Heather Corbally Bryant (A.B. Harvard, PhD, University of Michigan) is a Senior Lecturer in the Writing Program. Previously, she taught at Michigan, Harvard, and Penn State where she received awards for her teaching. She is the author of the prize-winning book on the relation between war and creativity: How Will The Heart Endure: Elizabeth Bowen and the Landscape of War, a work of creative nonfiction on Shanghai in the 1920s: You Can't Wrap Fire in Paper, a reissue of her journalist grandmother's autobiography, Assigned to Adventure, and several books of poems. Her eleventh and most recent book of poems, The Coffin Makers, was published in 2023. Her work has been published in the anthologies: In Another Voice, and Open-Eyed, Full Throated: An Anthology of American/Irish Poets, Mythos, a Gallery Press poetry collection, several Old Frog Pond Farm collections, as well as Trasna, The Paddock Review, The Christian Science Monitor, and The Harvard Review.

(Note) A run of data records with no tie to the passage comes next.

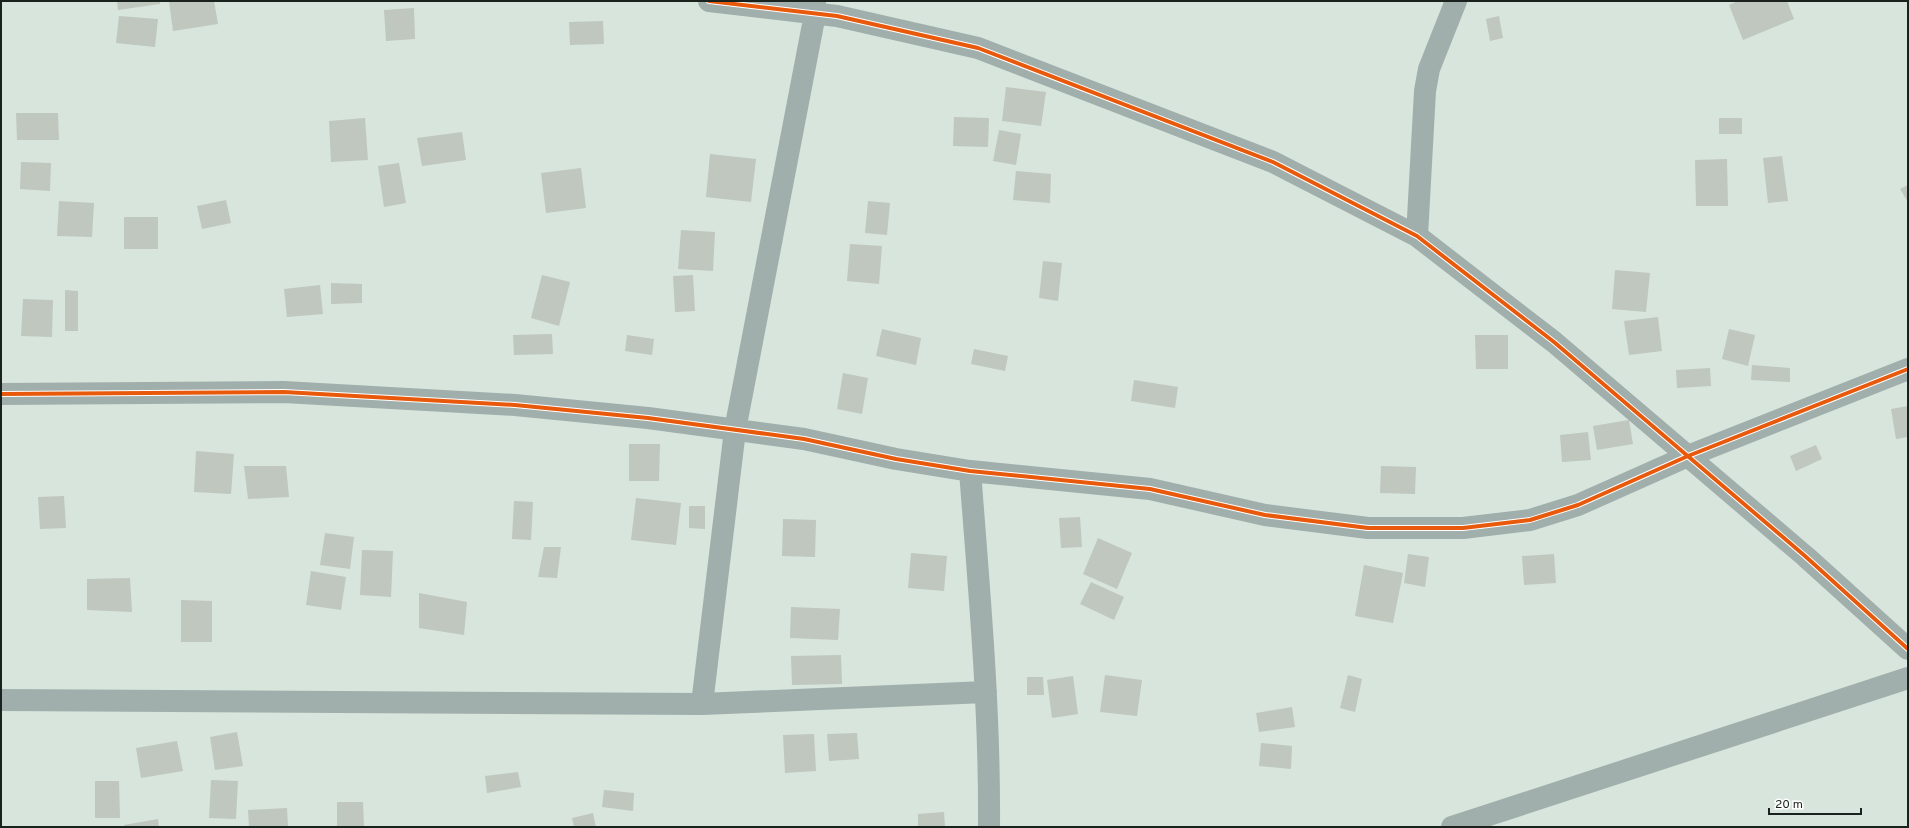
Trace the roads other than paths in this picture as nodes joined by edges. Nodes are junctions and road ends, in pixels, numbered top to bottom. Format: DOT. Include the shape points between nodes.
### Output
graph roads {
  1 [pos="709,1"];
  2 [pos="1456,1"];
  3 [pos="815,7"];
  4 [pos="1417,236"];
  5 [pos="1908,369"];
  6 [pos="1,394"];
  7 [pos="735,430"];
  8 [pos="1688,456"];
  9 [pos="970,471"];
  10 [pos="1908,649"];
  11 [pos="1908,678"];
  12 [pos="986,692"];
  13 [pos="1,700"];
  14 [pos="702,704"];
  15 [pos="989,827"];
  16 [pos="1452,827"];
  1 -- 3 [label="street"];
  2 -- 4 [label="street" via="1429,69"];
  3 -- 4 [label="street" via="837,16 978,48 1273,162"];
  3 -- 7 [label="street"];
  4 -- 8 [label="street" via="1554,342"];
  5 -- 8 [label="street"];
  6 -- 7 [label="street" via="284,392 515,405 648,418"];
  7 -- 9 [label="street" via="804,439 896,459"];
  7 -- 14 [label="street"];
  8 -- 9 [label="street" via="1578,505 1530,520 1463,528 1368,528 1264,515 1150,489"];
  8 -- 10 [label="street"];
  9 -- 12 [label="street"];
  11 -- 16 [label="street"];
  12 -- 14 [label="street"];
  12 -- 15 [label="street" via="990,774"];
  13 -- 14 [label="street"];
}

Her poems have been nominated for a Pushcart Prize, the Massachusetts Book Award, and have won honorable mention in the Open Chapbook Competition of the Finishing Line Press. She has been a fellow at Millay Arts and the Vermont Studio Center. She has received a Newhouse Fellowship from Wellesley College and a Denis Diderot Grant to attend a residency at Chateau d'Orquevaux.

She teaches first-year writing, the Writing Intensive Course, 201, and a Calderwood Seminar on 21st Century Women Writers.

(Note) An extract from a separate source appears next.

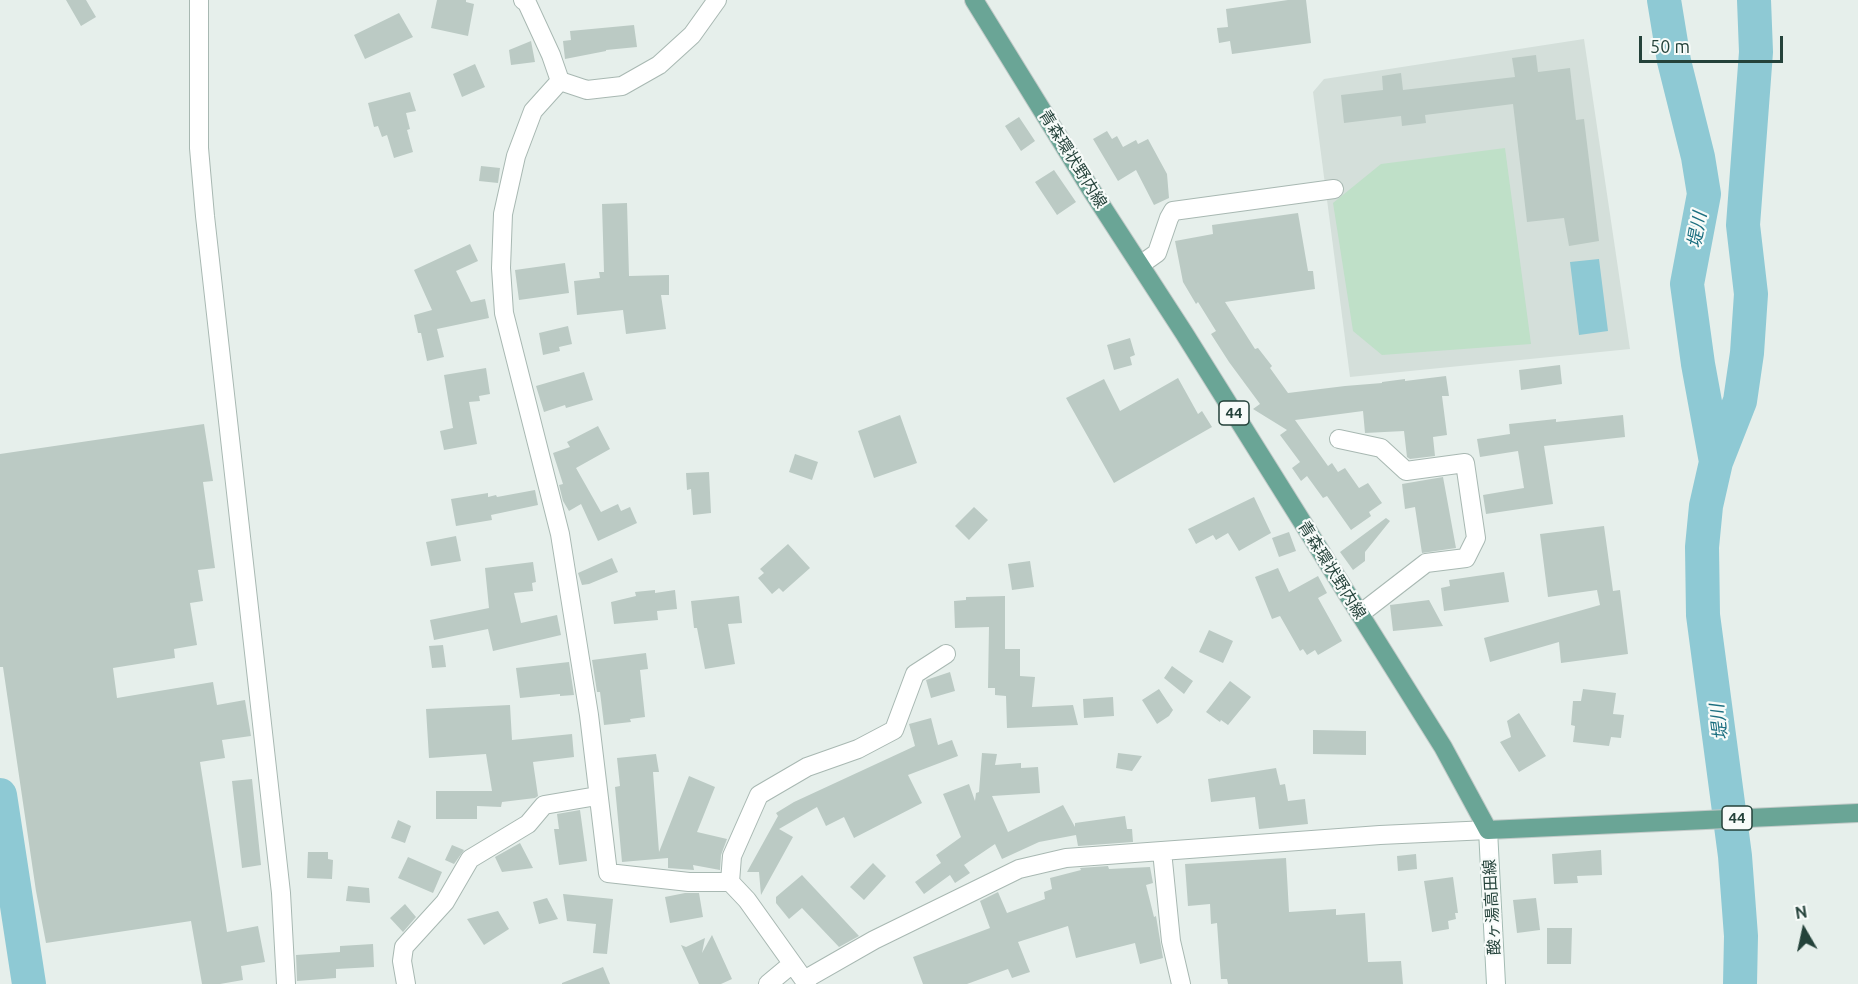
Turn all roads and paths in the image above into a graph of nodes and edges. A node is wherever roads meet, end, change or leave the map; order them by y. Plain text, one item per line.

website: heathercorballybryant.com
twitter: heathercbryant3
medium: heathercbryant

Education

  • A.B., Harvard College
  • M.A., University of Michigan
  • Ph.D., University of Michigan

Currently teaching

  • We are living in an age of unprecedented access to information and have the means for immediate communication, thanks to advances in technology. Connecting to this virtual, ceaselessly changing world, however, often means turning away from the physical realm and prioritizing immediate reaction over thoughtful reflection. In this interdisciplinary course, we will investigate the boundless opportunities, and the real challenges, of living and writing in the age of distraction. How do we understand one another and ourselves as we toggle between the virtual and physical worlds? How do we create meaningful ideas and united communities? How does the reading and writing we do in the classroom inform what we read and write on social media, and vice versa? Students will consider these questions as they study literature, art, psychology, and technology, and as they explore both virtual spaces and physical ones, including the Wellesley campus and other area locales.